** Try it **
Pictures aside, write out every record exactly as it appears.

(Beginning of Given records)

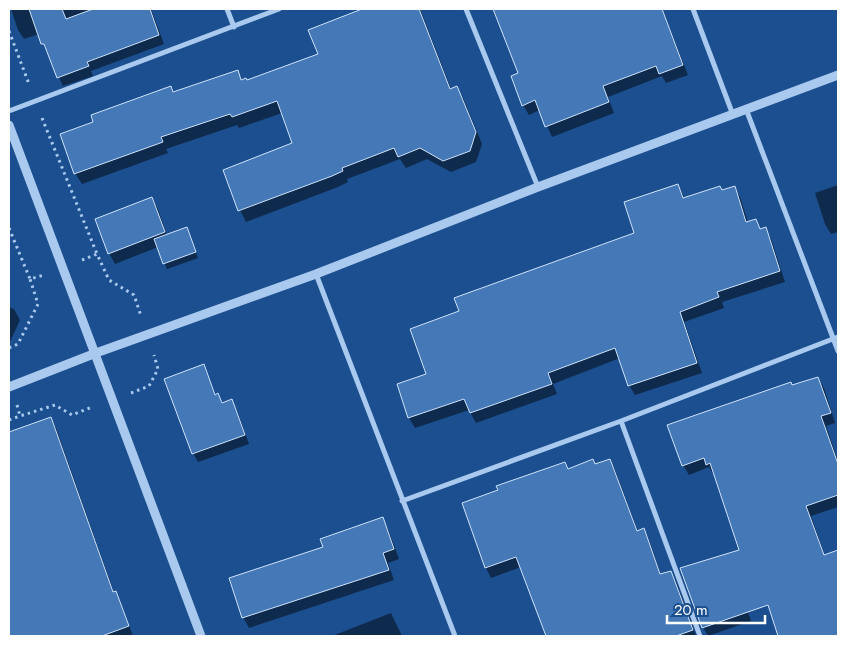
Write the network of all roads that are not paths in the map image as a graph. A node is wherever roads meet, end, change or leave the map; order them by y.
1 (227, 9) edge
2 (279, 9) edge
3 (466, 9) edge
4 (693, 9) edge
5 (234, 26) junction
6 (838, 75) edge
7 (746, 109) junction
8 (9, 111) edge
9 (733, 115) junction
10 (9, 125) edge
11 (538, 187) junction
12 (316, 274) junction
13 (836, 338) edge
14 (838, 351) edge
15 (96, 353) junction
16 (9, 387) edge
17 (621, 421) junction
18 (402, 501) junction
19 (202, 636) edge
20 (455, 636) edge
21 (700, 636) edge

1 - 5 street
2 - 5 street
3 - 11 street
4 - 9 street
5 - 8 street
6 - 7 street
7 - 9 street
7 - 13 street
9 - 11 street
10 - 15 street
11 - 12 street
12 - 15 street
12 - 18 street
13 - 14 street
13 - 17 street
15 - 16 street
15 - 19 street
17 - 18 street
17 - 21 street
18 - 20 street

(End of Given records)

** Solved problem **
Write the network of all roads that are not paths in the map image as a graph. A node is wherever roads meet, end, change or leave the map; order them by y.
1 (227, 9) edge
2 (279, 9) edge
3 (466, 9) edge
4 (693, 9) edge
5 (234, 26) junction
6 (838, 75) edge
7 (746, 109) junction
8 (9, 111) edge
9 (733, 115) junction
10 (9, 125) edge
11 (538, 187) junction
12 (316, 274) junction
13 (836, 338) edge
14 (838, 351) edge
15 (96, 353) junction
16 (9, 387) edge
17 (621, 421) junction
18 (402, 501) junction
19 (202, 636) edge
20 (455, 636) edge
21 (700, 636) edge

1 - 5 street
2 - 5 street
3 - 11 street
4 - 9 street
5 - 8 street
6 - 7 street
7 - 9 street
7 - 13 street
9 - 11 street
10 - 15 street
11 - 12 street
12 - 15 street
12 - 18 street
13 - 14 street
13 - 17 street
15 - 16 street
15 - 19 street
17 - 18 street
17 - 21 street
18 - 20 street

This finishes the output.